As the morning ticked toward noon on Wednesday, with rain falling intermittently, the Pasadena Borders didn’t have the feel of the recently condemned. The shelves were filled, and plenty of people came and went.


Customers sat at cafe tables inside, drinking coffee, reading, talking and working on laptops. Toddlers and their tenders wove through the expansive children’s section at the rear of the store. People stood in the newsstand section, flipping magazine pages. A man stopped a staffer to ask a question as phones rang and the staff headsets crackled. On the second floor, a man scoured the graphic novel section. A woman in gray sweatpants gathered up a stack of books from the fiction section and headed down the stairs toward the checkout, passing a father coming up with his teenage son.

The store’s enormous retail footprint -- which Borders bankruptcy filing lists as 40,000 square feet -- allowed for the depth of stock that once made Borders a true superstore. In the fiction section, literary favorites such as the National Book Award-winning ‘Let the Great World Spin’ and Booker Award-winning ‘Wolf Hall’ rested an arm’s reach from ‘The Nanny Returns,’ the bestselling ‘Roses’ by Leila Meacham, James Michener’s behemoths and Herman Melville’s classics, including a version of his ‘Bartleby the Scrivener’ published by indie stalwart Melville House. Staff picks at the end of bookshelves were almost as diverse as a reader might find at an independent bookstore.

But there were also signs of a kind of shakiness. High bookshelves were unfilled. Near the upstairs entrance (off the parking structure), a good-sized area with plenty of space for tables or shelves simply sat empty. The corner selling music and movies was limited and dusty. A several-shelf section labeled Biography/Autobiography was taken up on one side with multiple copies of the Kardashian sisters’ book, shining pink, and on the other by Jonathan Franzen’s ‘Freedom’ (which is not Biography or Autobiography, of course, but a novel). The upstairs registers were closed. And the women’s restroom was covered with tape barring its entrance, with notice that it would be closed indefinitely and directing customers in need to the nearby Macy’s.

And, of course, there was evidence of the greater problem. In a row of seats set up for visitors taking advantage of the store’s free WiFi, there were more people using their laptops, just like the people in the cafe below.

The rise of online bookselling is said to be one of the major hitches in Borders’ giddyup. Although the chain was once neck-in-neck with Barnes & Noble, it has fallen on much harder times than its competitor. ‘Borders made a number of crucial gaffes including transferring its Internet operations to Amazon in 2001 and embarking on an overseas expansion that swelled its debt,’ the Wall Street Journal reported. And while Borders Kobo e-reader has been well-reviewed, it wasn’t introduced until 2010, three years after Amazon’s Kindle and about a year after Barnes & Noble’s Nook.

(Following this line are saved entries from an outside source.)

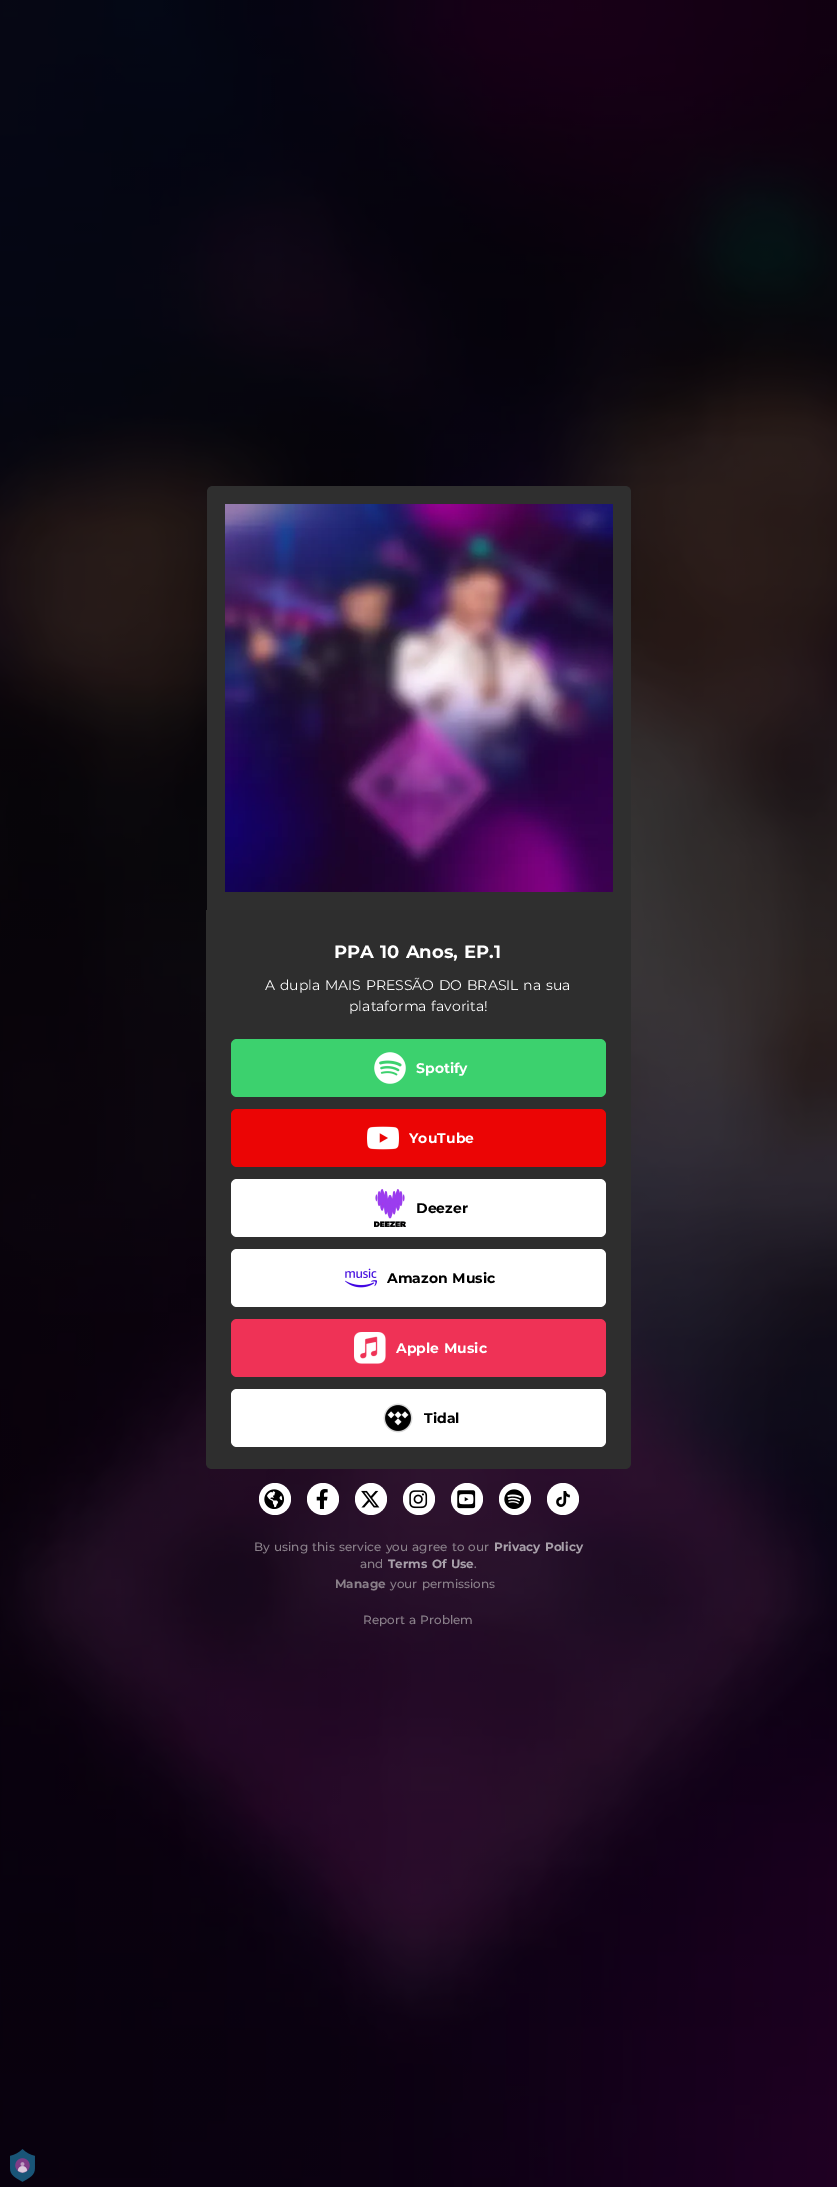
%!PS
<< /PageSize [837 2187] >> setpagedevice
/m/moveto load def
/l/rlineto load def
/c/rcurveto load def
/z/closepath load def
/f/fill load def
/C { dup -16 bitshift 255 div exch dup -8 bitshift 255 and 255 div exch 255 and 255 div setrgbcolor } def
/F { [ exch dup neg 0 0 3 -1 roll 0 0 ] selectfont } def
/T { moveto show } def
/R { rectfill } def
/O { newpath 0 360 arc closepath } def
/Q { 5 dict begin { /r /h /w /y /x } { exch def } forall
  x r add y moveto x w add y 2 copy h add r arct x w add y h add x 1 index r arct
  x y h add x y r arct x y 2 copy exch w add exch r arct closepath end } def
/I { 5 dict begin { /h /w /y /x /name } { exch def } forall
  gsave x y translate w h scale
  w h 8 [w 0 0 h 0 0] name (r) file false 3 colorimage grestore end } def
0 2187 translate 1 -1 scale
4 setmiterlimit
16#FFFFFF C
0 0 837 2187 R
(1.rgb) 0 0 837 2187 I
16#2F2F2F C
213 486 m 412 0 l 3.5 0 6 2.5 6 6 c 0 418 l -424 0 l 0 -418 l 0 -3.5 2.5 -6 6 -6 c z f
(2.rgb) 225 504 388 388 I
16#2E2E2E C
206 910 m 425 0 l 0 553 l 0 3.5 -2.5 6 -6 6 c -413 0 l -3.5 0 -6 -2.5 -6 -6 c z f
/Montserrat-Bold 18 F
16#FFFFFF C
334 958 m 1 0 32 (PPA 10 Anos, EP.1) widthshow
/Montserrat-Regular 14 F
265 990 m 1 0 32 (A dupla MAIS PRESSÃO DO BRASIL na sua) widthshow
349 1011 m 1 0 32 (plataforma favorita!) widthshow
16#3CD16E C
231 1039 375 58 6 Q f
(3.rgb) 374 1052 32 32 I
/Montserrat-Bold 14 F
16#FFFFFF C
(Spotify) 416 1073 T
16#EB0505 C
231 1109 375 58 6 Q f
(4.rgb) 367 1126 32 24 I
16#FFFFFF C
(YouTube) 409 1143 T
231 1179 375 58 6 Q f
(5.rgb) 374 1189 32 38 I
16#000000 C
(Deezer) 416 1213 T
16#FFFFFF C
231 1249 375 58 6 Q f
(6.rgb) 345 1268 32 20 I
16#000000 C
387 1283 m 1 0 32 (Amazon Music) widthshow
16#EF3256 C
231 1319 375 58 6 Q f
(7.rgb) 354 1332 32 32 I
16#FFFFFF C
396 1353 m 1 0 32 (Apple Music) widthshow
231 1389 375 58 6 Q f
(8.rgb) 383 1403 30 30 I
16#000000 C
(Tidal) 424 1423 T
16#FFFFFF C
275 1499 16 O f
(9.rgb) 264 1489 21 20 I
323 1499 16 O f
(10.rgb) 316 1489 12 20 I
371 1499 16 O f
(11.rgb) 361 1490 19 18 I
419 1499 16 O f
(12.rgb) 409 1490 19 19 I
467 1499 16 O f
(13.rgb) 457 1490 19 19 I
515 1499 16 O f
(14.rgb) 504 1489 21 20 I
563 1499 16 O f
(15.rgb) 556 1491 14 16 I
/Montserrat-Medium 12 F
16#8A808A C
254 1551 m 1 0 32 (By using this service you agree to our) widthshow
/Montserrat-Bold 12 F
16#A8A0AA C
494 1551 m 1 0 32 (Privacy Policy) widthshow
/Montserrat-Medium 12 F
16#8A808A C
(and) 360 1568 T
/Montserrat-Bold 12 F
16#A8A0AA C
388 1568 m 1 0 32 (Terms Of Use) widthshow
/Montserrat-Medium 12 F
16#8A808A C
(.) 474 1568 T
/Montserrat-Bold 12 F
(Manage) 335 1588 T
/Montserrat-Medium 12 F
390 1588 m 1 0 32 (your permissions) widthshow
363 1624 m 1 0 32 (Report a Problem) widthshow
(16.rgb) 10 2149 25 33 I
showpage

It’s possible that another problem for Borders was its expansion beyond books. It used to be a great place to go and buy music -- but big-box music retailers have faced even more challenges than booksellers. How much did Borders rely on selling CDs, and what did that contraction mean for the company? And if all those cute journals and bags once sold, they seem to be less attractive to shoppers these days, gathering dust near the outdated racks of Valentine’s Day cards.

But the Borders store in Pasadena is still an entirely good bet for book shopping. That is, for now.